After his release, Sharabi began physical and psychological rehabilitation. Following a brief mourning period for his family, he began a public advocacy campaign for the remaining hostages and the return of bodies held by Hamas. He gave an interview to Uvda sharing his experiences in captivity. He traveled to the United States, met President Donald Trump at the White House, and addressed the United Nations Security Council.

In May 2025, he published the book Hostage through Sella Meir. The book, the first of its kind, describes his captivity experiences. It sold over 20,000 copies within a week and received "Gold Book" status in Israel. It was published in the US on the second anniversary of the October 7 attacks by Harper Influence, an imprint of HarperCollins. The book reached the top-10 list of bestsellers of the New York Times and the Sunday Times by October 20, 2025.

In February 2026, Sharabi attended the piano concert of fellow released hostage Alon Ohel, who dedicated his solo performance of "Yesh Li Sikui" (I have a Chance) by Eviatar Banai to Sharabi stating that Sharabi had helped save him by his approach to life and recounted their experiences together. Sharabi was in attendance for the performance.

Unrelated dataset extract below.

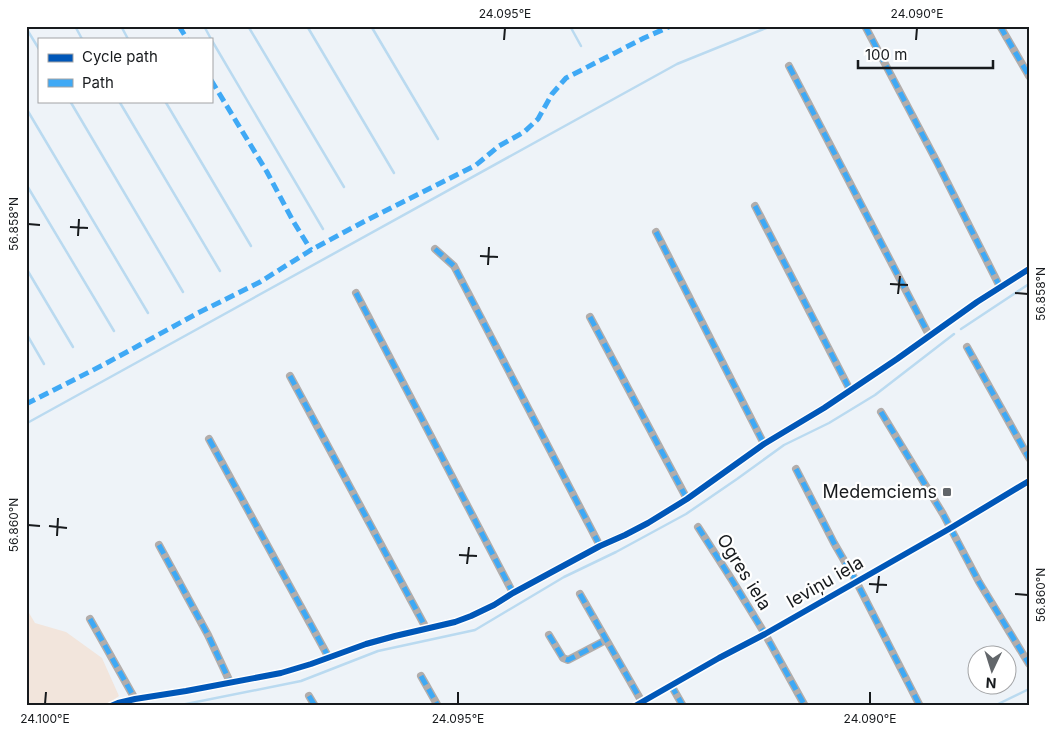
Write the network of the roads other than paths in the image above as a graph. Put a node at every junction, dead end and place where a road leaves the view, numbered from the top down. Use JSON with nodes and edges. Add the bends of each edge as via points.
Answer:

In July 2026, Sharabi criticised Benjamin Netanyahu following his interview with Channel 14 in which the Prime Minister said that he had “lost a little weight” in response to being asked how the October 7 attacks and their aftermath had changed him. Sharabi also described as "impertinent" comments made by Bezalel Smotrich in which the latter had taken credit for the release of hostages who had been held in Gaza.